Bound By State Lines

Payment to doctors is traditionally based on the physical presence of the doctor with the patient, according to Jay Sanders, president and CEO of the Global Telemedicine Group. And there's one word for why: fraud. Medicare fraud costs the country at least $60 billion a year. But Sanders argues that telemedicine visits would be easy for insurers to monitor, because every visit is recorded.

There's one other big stumbling block to remote visits: Doctors licensed in one state can't treat patients in another. The only reason Dorsey, in Baltimore, can treat Ventura, in New York, is that he used to work at the University of Rochester and is still licensed in that state.

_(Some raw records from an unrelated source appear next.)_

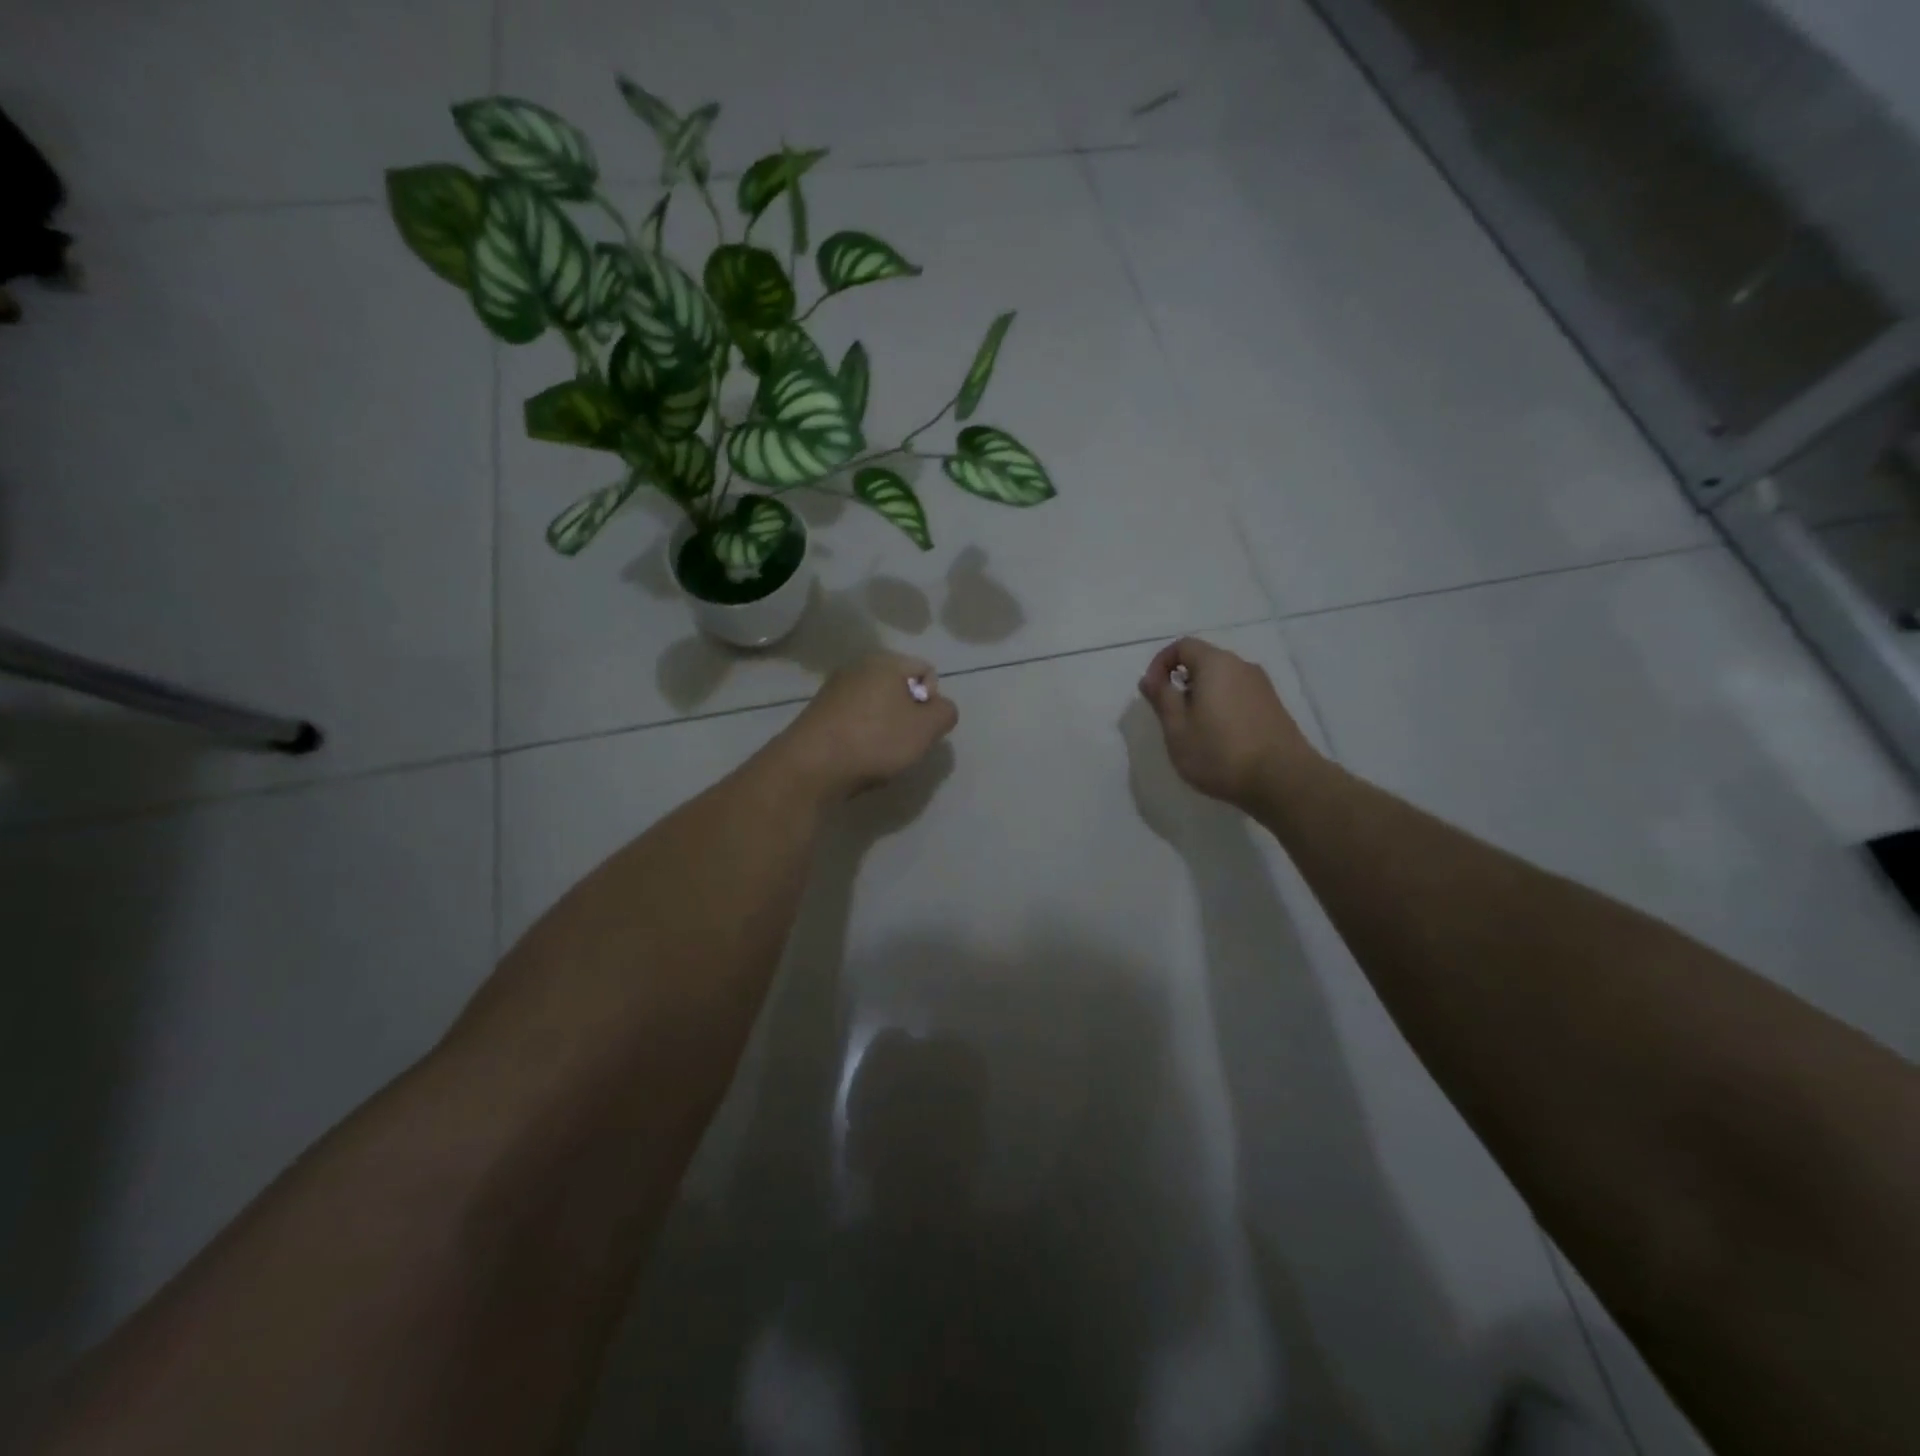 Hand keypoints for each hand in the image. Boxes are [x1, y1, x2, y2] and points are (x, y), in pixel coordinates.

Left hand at [777, 653, 959, 799]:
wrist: (811, 766)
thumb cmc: (876, 740)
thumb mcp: (927, 728)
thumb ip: (946, 712)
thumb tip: (939, 708)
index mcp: (885, 661)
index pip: (926, 671)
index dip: (933, 700)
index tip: (923, 726)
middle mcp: (857, 668)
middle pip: (900, 689)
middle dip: (908, 717)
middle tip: (905, 744)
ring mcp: (833, 691)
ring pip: (876, 708)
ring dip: (885, 730)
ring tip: (880, 756)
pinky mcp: (818, 715)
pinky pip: (854, 723)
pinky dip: (862, 738)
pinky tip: (858, 759)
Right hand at [1138, 637, 1318, 808]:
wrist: (1282, 780)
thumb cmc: (1220, 752)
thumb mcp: (1177, 728)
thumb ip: (1162, 698)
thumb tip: (1149, 678)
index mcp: (1216, 664)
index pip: (1182, 646)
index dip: (1160, 664)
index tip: (1152, 692)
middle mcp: (1242, 666)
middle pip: (1204, 661)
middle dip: (1181, 682)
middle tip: (1170, 716)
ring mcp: (1262, 686)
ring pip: (1222, 680)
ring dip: (1202, 697)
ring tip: (1194, 731)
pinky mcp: (1273, 706)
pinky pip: (1238, 695)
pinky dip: (1222, 707)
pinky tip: (1220, 739) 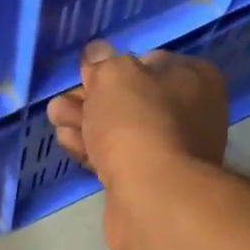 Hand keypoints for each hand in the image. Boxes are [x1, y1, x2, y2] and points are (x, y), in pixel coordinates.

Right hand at [46, 40, 227, 186]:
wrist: (152, 196)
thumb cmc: (138, 123)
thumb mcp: (114, 75)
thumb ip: (102, 62)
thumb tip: (97, 53)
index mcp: (194, 79)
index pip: (149, 62)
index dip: (112, 67)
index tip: (85, 75)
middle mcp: (191, 113)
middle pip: (131, 99)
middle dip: (92, 98)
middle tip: (61, 101)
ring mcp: (172, 151)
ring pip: (121, 129)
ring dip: (86, 122)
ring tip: (55, 117)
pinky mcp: (150, 181)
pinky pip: (117, 157)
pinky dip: (92, 148)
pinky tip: (67, 141) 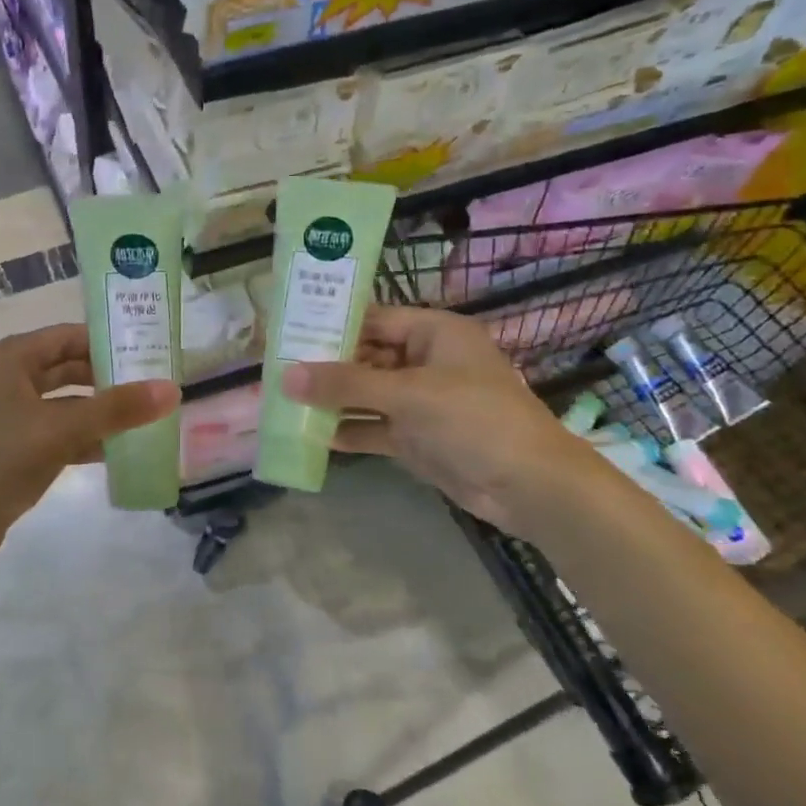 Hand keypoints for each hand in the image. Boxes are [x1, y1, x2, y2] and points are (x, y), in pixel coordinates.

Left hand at [0, 323, 180, 569]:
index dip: (109, 341)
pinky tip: (117, 450)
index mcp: (9, 359)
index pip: (68, 336)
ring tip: (146, 418)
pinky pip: (56, 431)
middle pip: (67, 367)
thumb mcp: (59, 431)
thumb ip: (115, 409)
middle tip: (155, 385)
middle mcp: (6, 378)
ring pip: (64, 402)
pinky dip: (83, 437)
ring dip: (99, 410)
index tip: (151, 352)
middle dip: (108, 377)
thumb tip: (171, 389)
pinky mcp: (12, 446)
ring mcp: (7, 414)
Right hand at [282, 305, 605, 537]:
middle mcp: (424, 362)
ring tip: (283, 402)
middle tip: (276, 370)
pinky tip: (311, 436)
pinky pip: (373, 427)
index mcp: (433, 333)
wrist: (529, 486)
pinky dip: (347, 430)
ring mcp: (420, 402)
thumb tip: (286, 375)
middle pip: (365, 357)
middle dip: (324, 367)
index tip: (287, 331)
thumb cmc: (474, 420)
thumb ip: (346, 383)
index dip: (331, 324)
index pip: (373, 319)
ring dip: (330, 400)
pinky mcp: (416, 437)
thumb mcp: (408, 395)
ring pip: (365, 394)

Getting licensed in another state is expensive and time-consuming. "Why do we have this ridiculous state-by-state licensure situation?" Sanders asks. "That impedes telemedicine."

Telemedicine doesn't cure all ills. Dorsey has to suggest that Ventura go see her internist when she complains of a pain in her neck. He can't figure out the cause without touching her. But watching her on the small screen has been enough to keep up with the changes caused by Parkinson's and to try to help control them.

"Believe me when I tell you that he doesn't miss a thing," Ventura says. "I never noticed that my lower chin was quivering. But Dr. Dorsey did."

For his part, Dorsey hopes that his ongoing experiment in telemedicine will inspire other doctors and patients to try it, despite the legal and regulatory barriers.

"We're at the point where we can remove geographical barriers to care," he says, noting that 140 million Americans are living with some sort of chronic condition. "Our hope is that the vast majority of those people can receive the care that they need from the specialists that are most qualified to provide them care."